Learning Constraint-based Grammars using a Domain Ontology

Speaker Name: Smaranda Muresan
Speaker Info: Graduate Student, NLP Group; smara@cs.columbia.edu
Date: Thursday February 3
Time: 10:30am-11:30pm
Location: Computer Science Conference Room (MUDD)

Abstract:
Language understanding is an intrinsic component of many Natural Language Processing applications, such as question answering, text mining, machine translation and text summarization. Nevertheless, the majority of the state-of-the-art systems deployed for these applications use little, if any actual "understanding". This is because there are several challenges that need to be addressed: what representation is appropriate to encode the complexity of natural language semantics, but it is also simple enough to allow inferencing? What properties should the grammar have to be learnable? What learning paradigm is needed?
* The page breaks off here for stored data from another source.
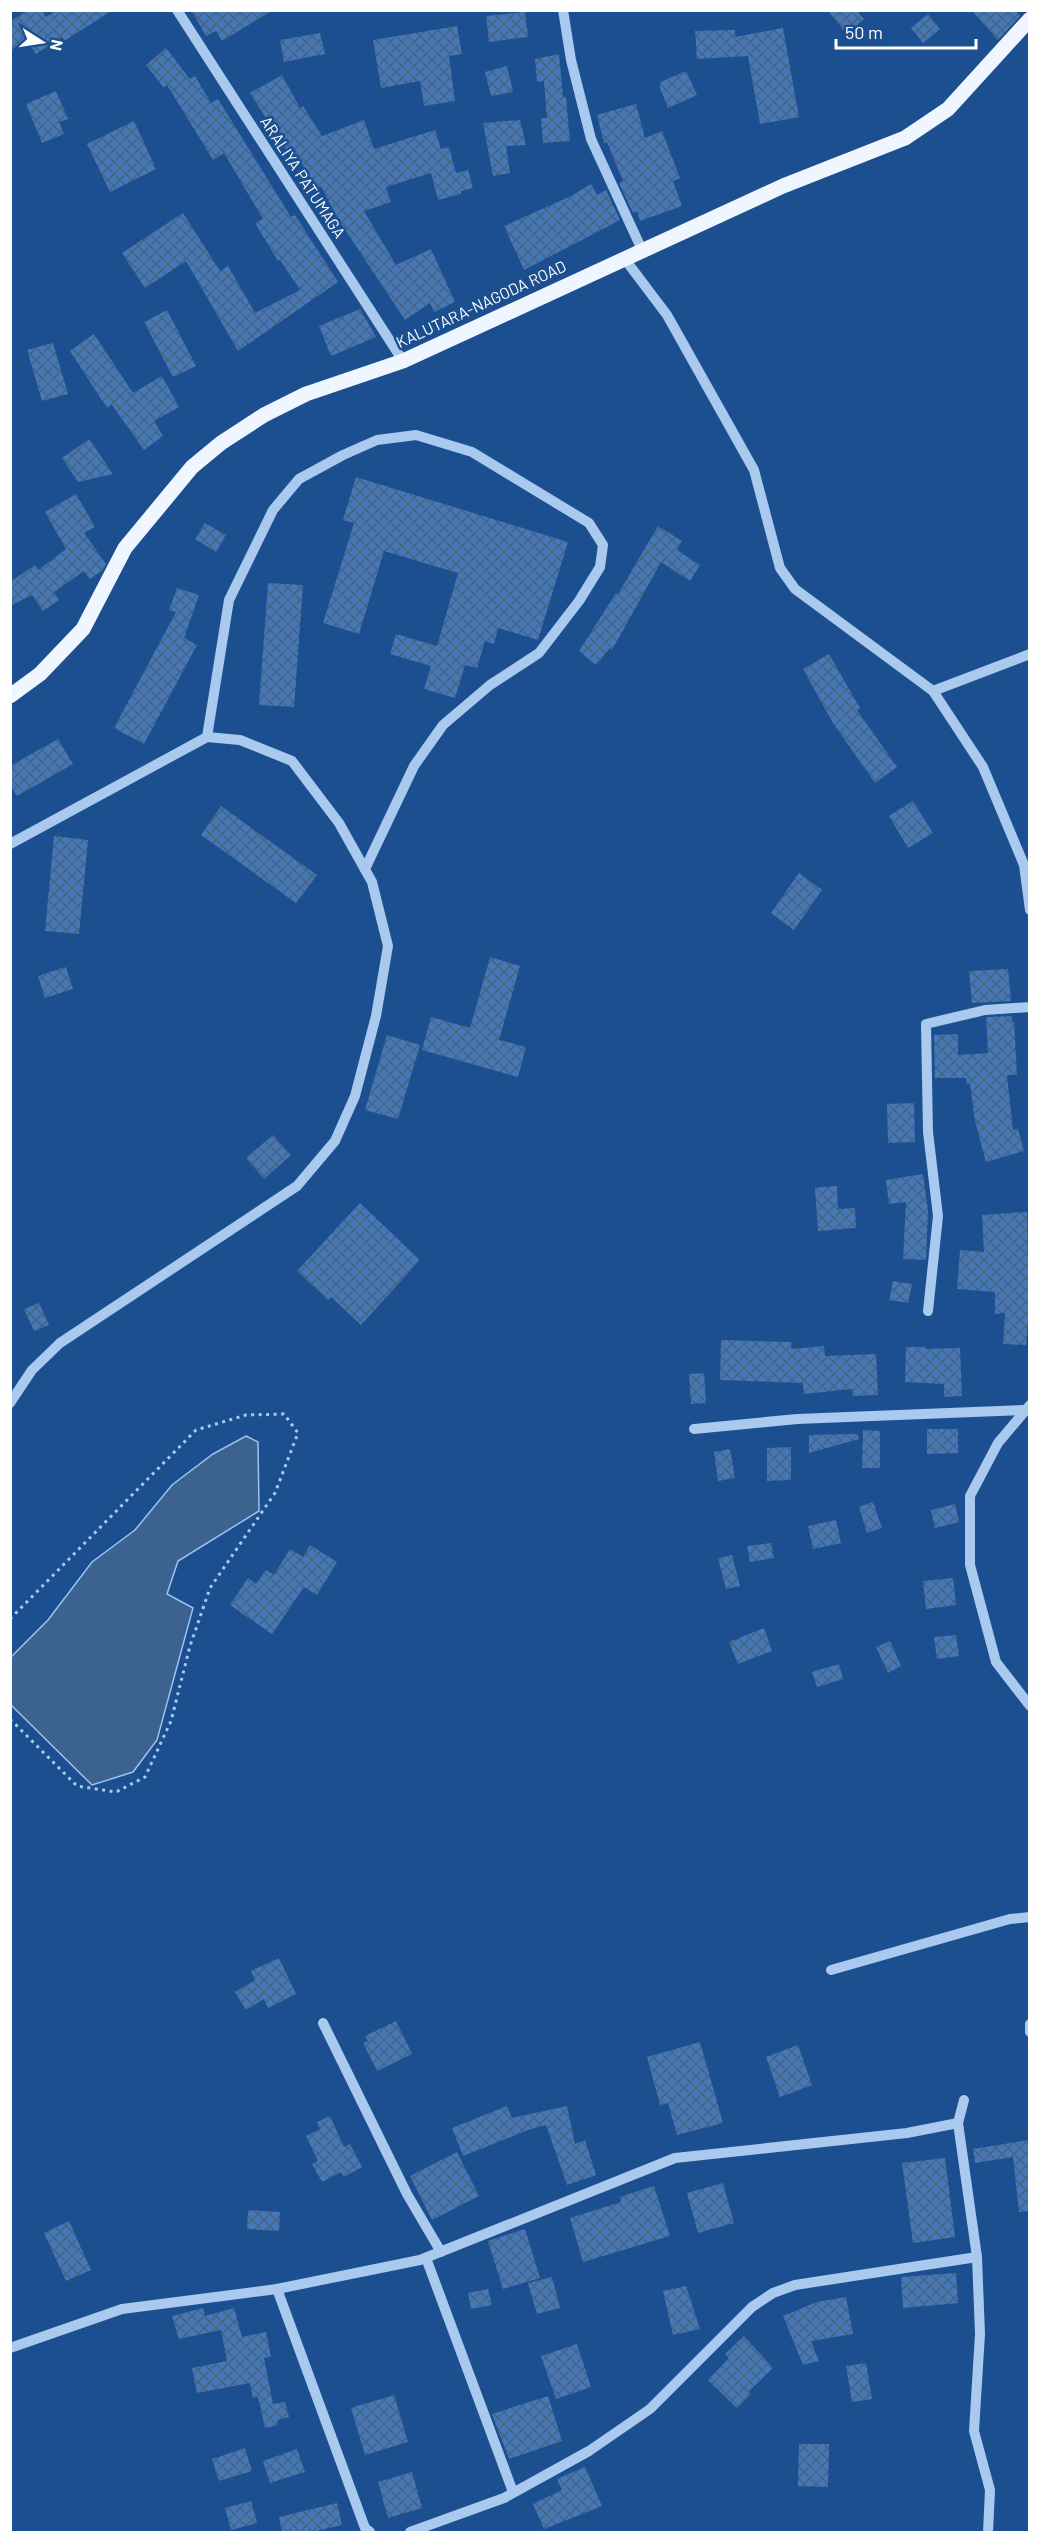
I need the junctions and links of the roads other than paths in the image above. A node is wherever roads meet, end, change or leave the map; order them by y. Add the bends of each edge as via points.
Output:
1 (177, 10) edge
2 (562, 10) edge
3 (1029, 19) edge
4 (642, 250) junction
5 (624, 258) junction
6 (404, 361) junction
7 (1029, 654) edge
8 (933, 691) junction
9 (10, 696) edge
10 (207, 736) junction
11 (10, 844) edge
12 (364, 869) junction
13 (1029, 910) edge
14 (1029, 1007) edge
15 (928, 1311) dead end
16 (10, 1403) edge
17 (1027, 1408) edge
18 (694, 1429) dead end
19 (1029, 1706) edge
20 (1029, 1917) edge
21 (831, 1970) dead end
22 (323, 2023) dead end
23 (1029, 2024) edge
24 (1029, 2032) edge
25 (963, 2100) dead end
26 (957, 2123) junction
27 (441, 2252) junction
28 (977, 2257) junction
29 (426, 2258) junction
30 (277, 2289) junction
31 (10, 2348) edge
32 (513, 2492) junction
33 (370, 2532) edge
34 (410, 2532) edge
35 (988, 2532) edge

1 - 6 street, ARALIYA PATUMAGA
2 - 4 street via 591,139
3 - 4 main road, KALUTARA-NAGODA ROAD via 948,109 905,138 783,186
4 - 5 main road, KALUTARA-NAGODA ROAD
5 - 6 main road, KALUTARA-NAGODA ROAD
5 - 8 street via 667,315 754,470 780,568 795,589
6 - 9 main road, KALUTARA-NAGODA ROAD via 306,394 264,415 192,467 125,548 83,629 40,674
7 - 8 street
8 - 13 street via 983,767 1024,865
10 - 11 street
10 - 12 street via 240,740 292,761 339,823
10 - 12 street via 229,600 273,510 299,479 377,440 416,435 472,452 589,523 603,545 600,567 579,601 539,653 443,725 414,766
12 - 16 street via 372,882 387,946 376,1016 355,1096 335,1141 297,1186 60,1343 32,1370
14 - 15 street via 985,1010 927,1024 928,1132 938,1216
17 - 18 street via 797,1419
17 - 19 street via 999,1443 970,1496 970,1565 996,1662
20 - 21 street via 1010,1918
22 - 27 street via 407,2194
23 - 24 street
25 - 26 street
26 - 27 street via 907,2133 675,2158
26 - 28 street
27 - 29 street
28 - 32 street via 795,2286 773,2293 752,2307 650,2409 589,2451
28 - 35 street via 980,2334 975,2431 990,2490
29 - 30 street
29 - 32 street
30 - 31 street via 122,2309
30 - 33 street via 365,2528
32 - 34 street

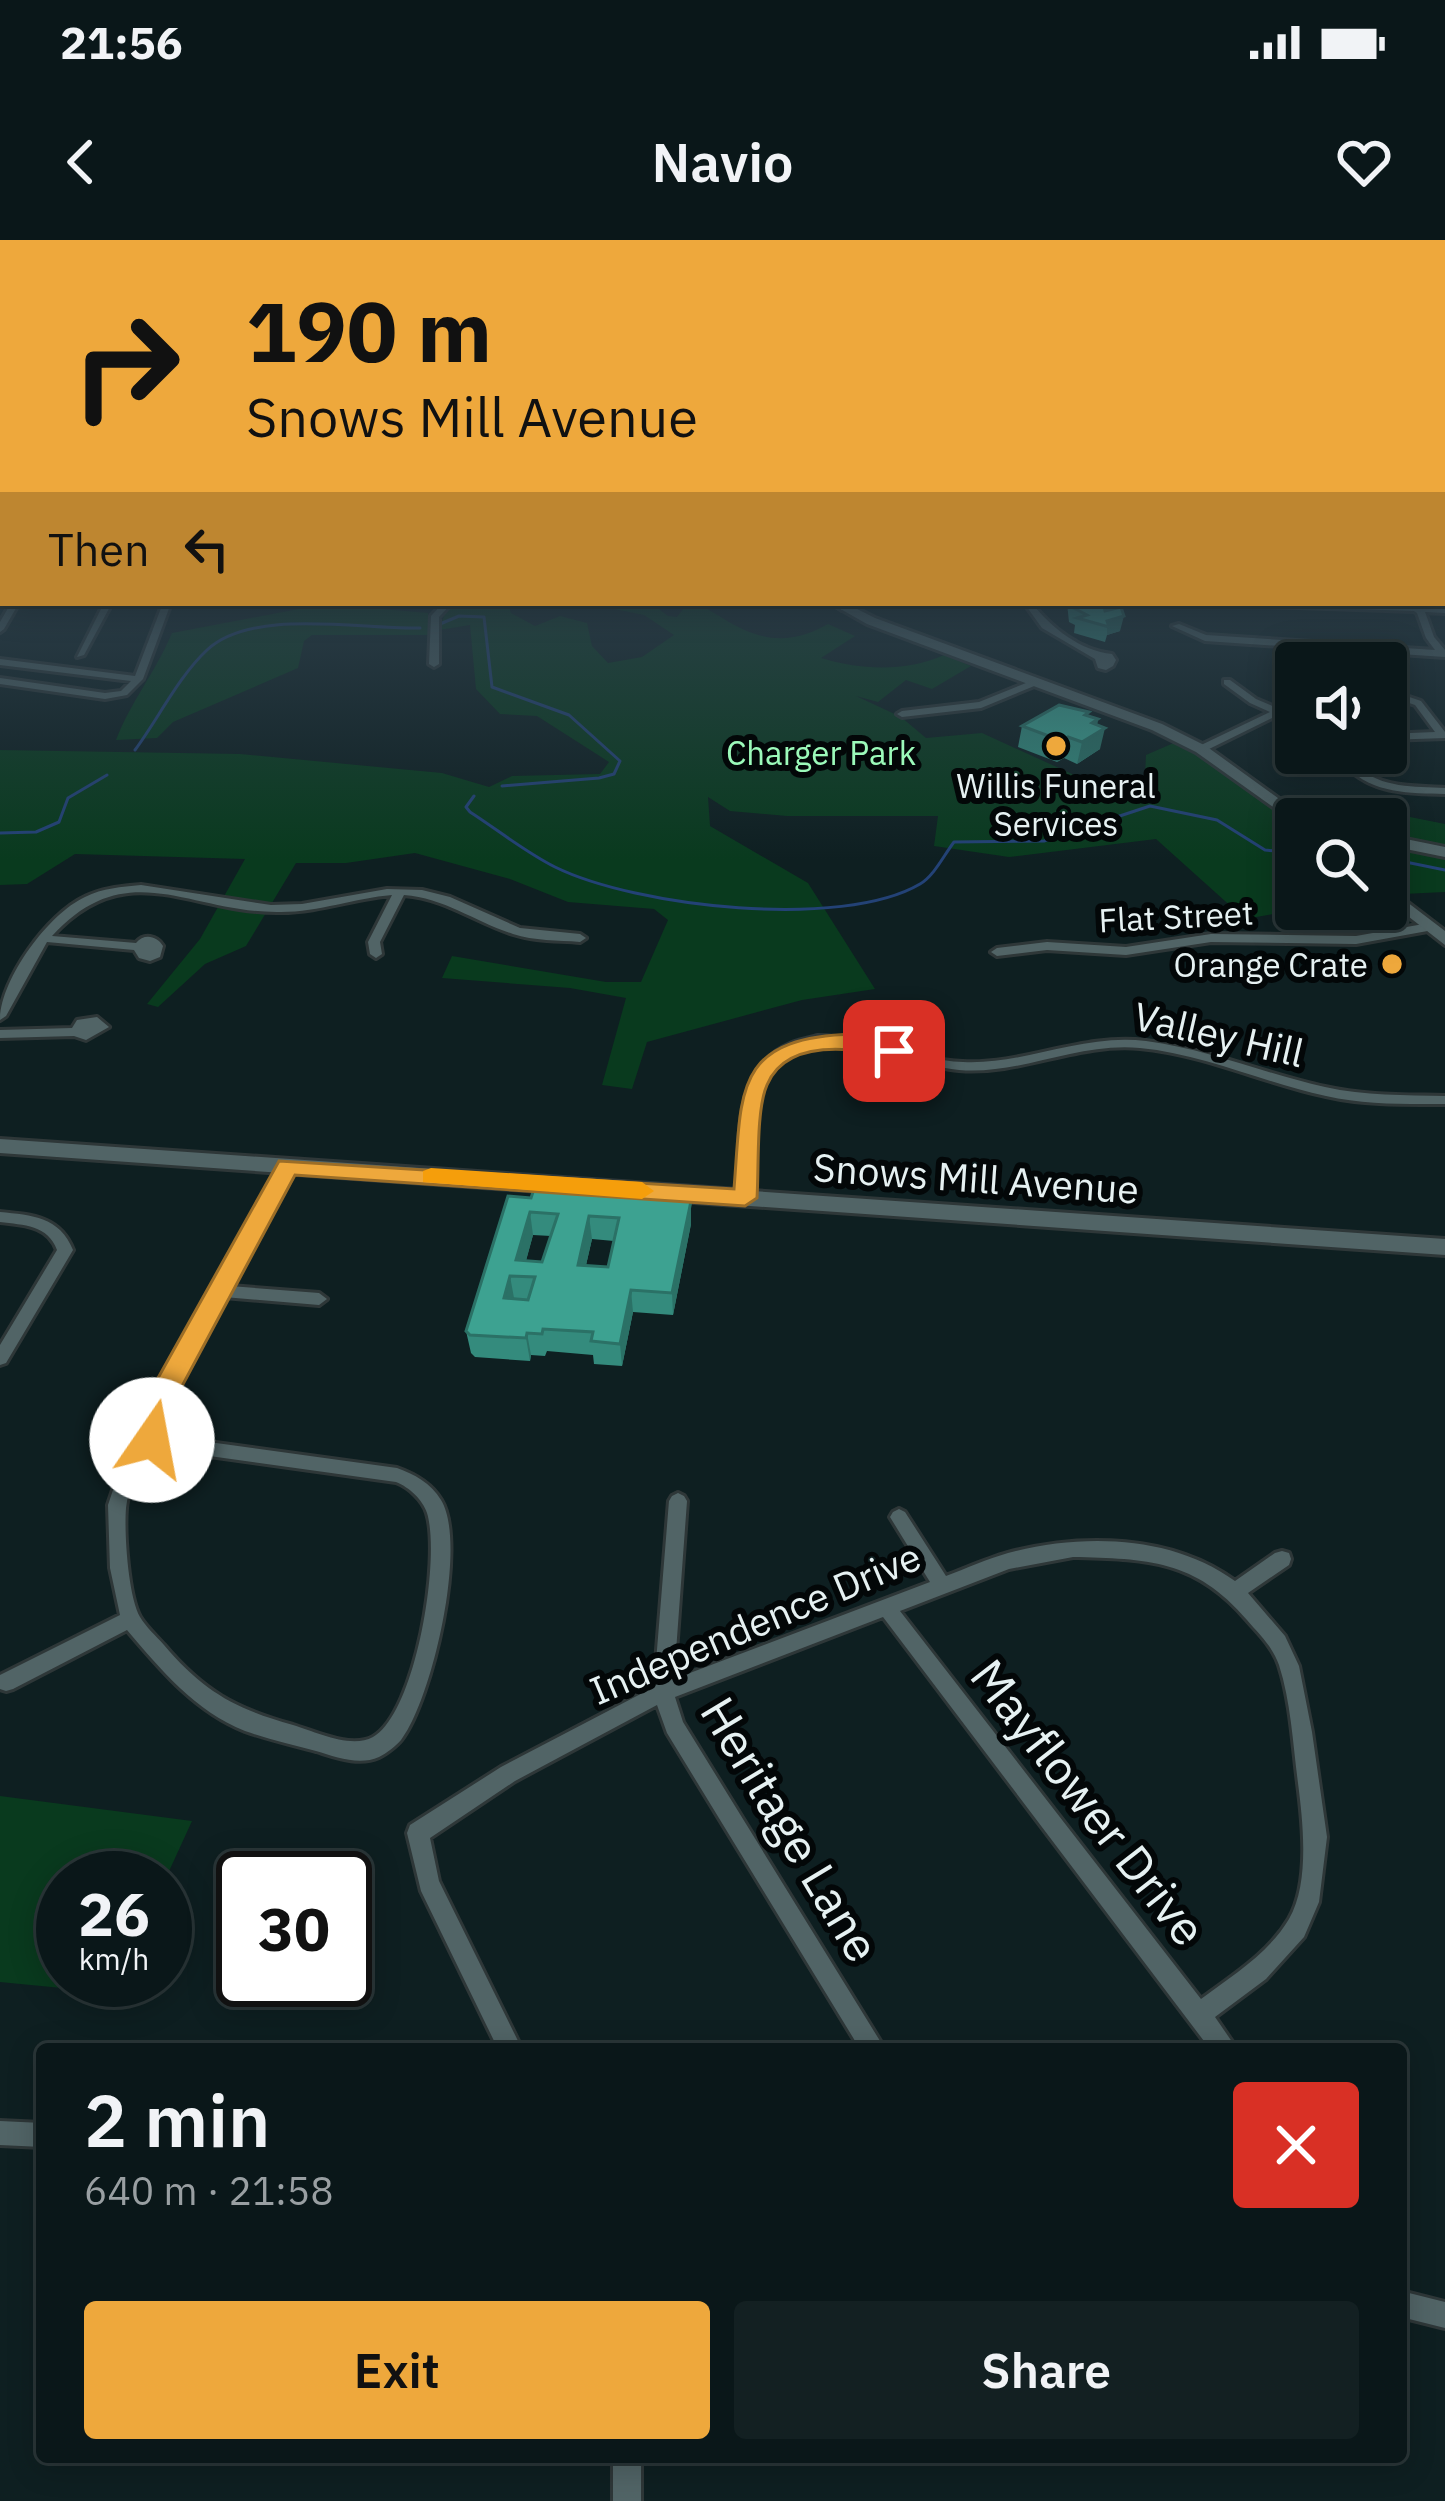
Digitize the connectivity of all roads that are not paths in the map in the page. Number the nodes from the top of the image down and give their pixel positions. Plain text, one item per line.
1 (83, 649) edge
2 (150, 649) edge
3 (434, 649) edge
4 (950, 649) edge
5 (1083, 649) edge
6 (1407, 651) edge
7 (1444, 654) edge
8 (80, 655) dead end
9 (1099, 658) dead end
10 (0, 662) edge
11 (434, 664) dead end
12 (138, 679) junction
13 (0, 681) edge
14 (1036, 682) junction
15 (1227, 682) dead end
16 (1407, 699) edge
17 (1275, 711) edge
18 (902, 713) dead end
19 (1275, 713) edge
20 (1444, 735) edge
21 (1407, 736) edge
22 (1201, 748) junction
23 (1360, 774) edge
24 (1445, 791) edge
25 (1275, 801) edge
26 (1407, 844) edge
27 (1445, 852) edge
28 (400, 891) junction
29 (1407, 908) edge
30 (1429, 926) junction
31 (580, 938) dead end
32 (48, 939) junction
33 (1445, 940) edge
34 (139, 947) dead end
35 (997, 952) dead end
36 (376, 955) dead end
37 (0, 1016) edge
38 (76, 1032) dead end
39 (0, 1034) edge
40 (1445, 1100) edge
41 (0, 1146) edge
42 (287, 1166) junction
43 (745, 1198) junction
44 (0, 1217) edge
45 (1445, 1247) edge
46 (219, 1291) junction
47 (319, 1299) dead end
48 (2, 1352) edge
49 (140, 1438) junction
50 (678, 1501) dead end
51 (899, 1517) dead end
52 (1282, 1559) dead end
53 (941, 1584) junction
54 (1235, 1592) junction
55 (886, 1607) junction
56 (130, 1619) junction
57 (6, 1682) dead end
58 (663, 1691) junction
59 (1199, 2014) junction
60 (507, 2043) edge
61 (869, 2043) edge
62 (1221, 2043) edge
63 (0, 2134) edge
64 (36, 2135) edge
65 (1407, 2306) edge
66 (1445, 2315) edge
67 (628, 2463) edge
68 (627, 2501) edge

1 - 8 street
2 - 12 street
3 - 11 street
4 - 14 main road
5 - 9 street
6 - 7 street
10 - 12 street
12 - 13 street
14 - 18 street
14 - 22 main road
15 - 17 street
16 - 20 street
19 - 22 street
20 - 21 street
22 - 25 main road
23 - 24 street
26 - 27 main road
28 - 31 street
28 - 32 street
28 - 36 street
29 - 30 main road
30 - 33 main road
30 - 35 street, Flat Street
32 - 34 street
32 - 37 street
38 - 39 street
40 - 43 street, Valley Hill
41 - 42 main road, Snows Mill Avenue
42 - 43 main road, Snows Mill Avenue
42 - 46 street
43 - 45 main road, Snows Mill Avenue
44 - 48 street
46 - 47 street
46 - 49 street
49 - 56 street
49 - 56 street
50 - 58 street, Heritage Lane
51 - 53 street
52 - 54 street
53 - 54 street, Independence Drive
53 - 55 street, Independence Drive
54 - 59 street, Independence Drive
55 - 58 street, Independence Drive
55 - 59 street, Mayflower Drive
56 - 57 street
58 - 60 street, Independence Drive
58 - 61 street, Heritage Lane
59 - 62 street, Mayflower Drive
63 - 64 street
65 - 66 street
67 - 68 street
In my thesis I have focused on developing a unified approach that captures and investigates these questions. In this talk I will present a new type of constraint-based grammars, which capture both aspects of syntax and semantics, having an ontology-based semantic interpretation as a constraint at the grammar rule level. These grammars, lexicalized well-founded grammars, are learnable from a small number of positive, semantically annotated examples. I will discuss the semantic representation, the grammar properties and formalism, and the relational learning algorithm together with the type of the annotated data required for the grammar induction. I will end the talk with a discussion of linguistic relevance and the presentation of an application context: acquisition of medical terminological knowledge from text.